Gordhan explained three times on Wednesday afternoon that the offer had nothing to do with Eskom debt, but was meant to finance SA's efforts for a just transition in support of the global battle against climate change.
“This finance is not for the debt of Eskom, this finance is for the transition itself that was announced between several developed countries and our president [Cyril Ramaphosa] at the beginning of COP26,” said Gordhan.
He said the funding was still only an offer from the developed countries, and there was no deal as yet.
“Negotiations will now take place at the technical level to appreciate whether these offers will be compatible with SA's financial requirements and capability,” he said.
Gordhan was answering MPs' questions in the National Assembly.
Early this month, the governments of France, Germany, the United Kingdom and the US, along with the European Union, announced a just energy transition partnership to support SA's decarbonisation efforts.
They said the partnership aimed to accelerate the decarbonisation of SA's economy, with a focus on the electricity system, to help it achieve the ambitious goals set out in its updated Nationally Determined Contribution emissions goals.
The countries committed an initial commitment of $8.5bn [R131bn] for the first phase of financing, through various mechanisms including grants, concessional loans and investments and risk sharing instruments, including to mobilise the private sector.
Gordhan said the money was not linked to any turnaround strategy but was for the three projects that the government put forward for funding — the just energy project at Eskom, green hydrogen production and the production of electric vehicles.
He said SA, through a cabinet decision, presented its nationally determined contribution, which was one of the matters that COP26 had to entertain, to establish by what temperature global warming can be reduced and whether the target of a 1.5 degree increase in temperature compared to the pre-industrial stage would be met.
Another issue which was sharply debated at the Glasgow event was who would finance the transition, said Gordhan.
“In SA's case, 41% of our emissions come from electricity production and therefore on one hand, we've got to prepare for the transitioning of Eskom and other such facilities that we have at national level to a more climate friendly and decarbonised state but, equally importantly, the other sectors of the economy that would be affected as well.

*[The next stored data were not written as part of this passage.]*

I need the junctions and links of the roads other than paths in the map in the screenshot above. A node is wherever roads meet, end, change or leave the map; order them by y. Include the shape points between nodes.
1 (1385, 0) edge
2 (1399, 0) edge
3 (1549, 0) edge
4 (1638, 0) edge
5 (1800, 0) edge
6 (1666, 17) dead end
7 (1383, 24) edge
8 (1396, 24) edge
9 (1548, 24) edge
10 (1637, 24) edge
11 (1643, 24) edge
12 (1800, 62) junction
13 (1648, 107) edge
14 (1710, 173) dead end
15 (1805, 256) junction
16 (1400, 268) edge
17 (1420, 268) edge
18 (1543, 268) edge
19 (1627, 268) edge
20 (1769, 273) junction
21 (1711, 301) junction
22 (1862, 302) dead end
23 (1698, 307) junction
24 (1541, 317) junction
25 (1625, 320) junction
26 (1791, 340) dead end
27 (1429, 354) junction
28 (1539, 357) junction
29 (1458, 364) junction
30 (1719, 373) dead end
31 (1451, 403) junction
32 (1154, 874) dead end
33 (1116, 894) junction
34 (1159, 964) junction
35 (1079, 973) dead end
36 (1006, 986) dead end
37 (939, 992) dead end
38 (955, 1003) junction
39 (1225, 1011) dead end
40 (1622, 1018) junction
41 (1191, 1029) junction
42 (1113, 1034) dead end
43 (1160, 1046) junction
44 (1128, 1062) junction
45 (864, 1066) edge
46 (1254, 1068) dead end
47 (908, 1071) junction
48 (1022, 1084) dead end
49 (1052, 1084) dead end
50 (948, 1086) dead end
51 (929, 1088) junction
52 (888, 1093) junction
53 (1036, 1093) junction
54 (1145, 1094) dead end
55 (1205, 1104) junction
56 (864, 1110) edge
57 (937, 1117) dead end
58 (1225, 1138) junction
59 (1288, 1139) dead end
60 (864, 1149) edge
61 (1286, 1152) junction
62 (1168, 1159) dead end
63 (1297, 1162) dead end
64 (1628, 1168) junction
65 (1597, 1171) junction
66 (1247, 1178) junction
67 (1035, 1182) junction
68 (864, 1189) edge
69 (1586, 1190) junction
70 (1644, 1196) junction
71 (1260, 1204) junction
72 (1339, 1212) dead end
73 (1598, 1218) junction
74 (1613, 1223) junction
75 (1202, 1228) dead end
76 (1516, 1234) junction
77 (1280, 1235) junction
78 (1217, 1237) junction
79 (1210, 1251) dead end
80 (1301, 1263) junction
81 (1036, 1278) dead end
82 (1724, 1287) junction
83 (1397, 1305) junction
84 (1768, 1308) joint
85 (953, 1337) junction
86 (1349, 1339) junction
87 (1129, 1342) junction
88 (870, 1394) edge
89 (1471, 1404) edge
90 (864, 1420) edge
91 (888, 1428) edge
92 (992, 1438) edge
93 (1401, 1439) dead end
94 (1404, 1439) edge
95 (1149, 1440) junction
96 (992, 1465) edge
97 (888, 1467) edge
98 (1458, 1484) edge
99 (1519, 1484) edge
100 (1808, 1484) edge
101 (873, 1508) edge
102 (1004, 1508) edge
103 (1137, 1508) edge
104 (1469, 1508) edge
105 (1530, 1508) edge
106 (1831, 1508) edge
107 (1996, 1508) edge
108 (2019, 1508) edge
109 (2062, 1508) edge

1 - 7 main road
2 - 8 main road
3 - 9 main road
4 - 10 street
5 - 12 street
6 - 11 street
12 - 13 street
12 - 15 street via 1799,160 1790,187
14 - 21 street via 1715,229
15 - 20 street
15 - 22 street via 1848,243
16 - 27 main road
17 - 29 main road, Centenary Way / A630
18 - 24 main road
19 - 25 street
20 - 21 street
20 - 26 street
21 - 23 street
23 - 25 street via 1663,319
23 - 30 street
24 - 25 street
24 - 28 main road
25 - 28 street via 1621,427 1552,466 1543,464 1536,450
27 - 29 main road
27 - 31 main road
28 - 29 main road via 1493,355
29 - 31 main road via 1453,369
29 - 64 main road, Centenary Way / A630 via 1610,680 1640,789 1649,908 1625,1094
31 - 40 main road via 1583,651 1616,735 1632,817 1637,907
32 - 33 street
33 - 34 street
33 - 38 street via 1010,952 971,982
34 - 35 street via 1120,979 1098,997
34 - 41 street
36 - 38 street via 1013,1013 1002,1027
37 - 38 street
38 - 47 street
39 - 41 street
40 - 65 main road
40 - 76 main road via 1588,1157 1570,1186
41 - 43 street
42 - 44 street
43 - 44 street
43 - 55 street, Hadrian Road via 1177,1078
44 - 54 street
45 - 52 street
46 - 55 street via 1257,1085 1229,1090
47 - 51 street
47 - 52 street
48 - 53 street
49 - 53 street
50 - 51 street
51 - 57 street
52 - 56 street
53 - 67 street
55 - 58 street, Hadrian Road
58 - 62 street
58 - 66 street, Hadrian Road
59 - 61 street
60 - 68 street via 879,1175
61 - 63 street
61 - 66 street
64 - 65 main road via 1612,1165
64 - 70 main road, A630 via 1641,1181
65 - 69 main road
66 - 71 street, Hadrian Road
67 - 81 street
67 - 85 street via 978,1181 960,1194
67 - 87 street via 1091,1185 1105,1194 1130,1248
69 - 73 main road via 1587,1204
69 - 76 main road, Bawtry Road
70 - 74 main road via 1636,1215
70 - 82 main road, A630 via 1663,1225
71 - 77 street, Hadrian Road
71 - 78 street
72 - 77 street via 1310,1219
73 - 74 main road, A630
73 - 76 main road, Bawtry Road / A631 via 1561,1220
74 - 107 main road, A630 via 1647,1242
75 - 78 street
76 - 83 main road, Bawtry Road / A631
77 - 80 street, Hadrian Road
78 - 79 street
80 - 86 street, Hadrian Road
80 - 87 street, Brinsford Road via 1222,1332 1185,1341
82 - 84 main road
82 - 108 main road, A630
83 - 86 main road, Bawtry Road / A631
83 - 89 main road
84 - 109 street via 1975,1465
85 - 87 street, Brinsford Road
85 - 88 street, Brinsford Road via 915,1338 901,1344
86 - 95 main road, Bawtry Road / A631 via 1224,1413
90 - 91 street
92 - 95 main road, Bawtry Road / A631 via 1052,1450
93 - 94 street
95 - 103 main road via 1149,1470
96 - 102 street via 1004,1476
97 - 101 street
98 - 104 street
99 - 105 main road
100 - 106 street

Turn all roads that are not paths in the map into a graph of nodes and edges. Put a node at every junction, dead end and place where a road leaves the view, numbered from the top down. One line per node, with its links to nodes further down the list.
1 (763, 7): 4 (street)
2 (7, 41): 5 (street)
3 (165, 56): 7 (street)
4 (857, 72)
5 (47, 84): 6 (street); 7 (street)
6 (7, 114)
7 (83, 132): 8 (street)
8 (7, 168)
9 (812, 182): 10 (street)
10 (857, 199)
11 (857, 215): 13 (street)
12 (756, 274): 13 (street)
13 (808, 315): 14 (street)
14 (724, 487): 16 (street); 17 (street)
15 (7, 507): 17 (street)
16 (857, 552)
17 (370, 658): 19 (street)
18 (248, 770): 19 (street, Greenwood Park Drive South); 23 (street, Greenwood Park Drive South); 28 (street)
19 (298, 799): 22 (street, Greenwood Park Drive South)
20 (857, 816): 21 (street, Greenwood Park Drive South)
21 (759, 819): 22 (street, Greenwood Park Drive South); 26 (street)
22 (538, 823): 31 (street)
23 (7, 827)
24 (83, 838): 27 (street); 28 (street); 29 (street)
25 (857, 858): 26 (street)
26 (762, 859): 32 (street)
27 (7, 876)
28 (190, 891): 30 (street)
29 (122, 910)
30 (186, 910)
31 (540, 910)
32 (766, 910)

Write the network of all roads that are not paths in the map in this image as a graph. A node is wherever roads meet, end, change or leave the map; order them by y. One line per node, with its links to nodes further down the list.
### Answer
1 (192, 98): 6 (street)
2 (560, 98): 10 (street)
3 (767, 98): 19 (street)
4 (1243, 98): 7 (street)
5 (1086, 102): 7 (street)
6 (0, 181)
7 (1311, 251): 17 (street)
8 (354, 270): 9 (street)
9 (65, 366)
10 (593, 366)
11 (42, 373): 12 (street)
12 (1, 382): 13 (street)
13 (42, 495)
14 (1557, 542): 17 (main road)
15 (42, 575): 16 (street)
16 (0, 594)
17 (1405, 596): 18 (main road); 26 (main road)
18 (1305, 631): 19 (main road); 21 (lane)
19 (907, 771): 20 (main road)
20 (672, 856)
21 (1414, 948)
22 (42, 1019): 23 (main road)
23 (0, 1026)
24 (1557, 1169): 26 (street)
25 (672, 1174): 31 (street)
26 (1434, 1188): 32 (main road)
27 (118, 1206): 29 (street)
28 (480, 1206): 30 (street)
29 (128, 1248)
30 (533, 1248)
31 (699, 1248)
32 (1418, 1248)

“SA put forward three projects for consideration by those who would be interested in financing the transition which in the main has to be the developed countries,” he said.
Gordhan said various proposals were being considered in terms of dealing with the Eskom debt and among the role players that have to take part in this process will be the government, the PIC which holds the bonds issued by Eskom, and there could be other players including the restructured Eskom.
The National Treasury did not announce any provision for Eskom at last week's medium- term budget policy statement.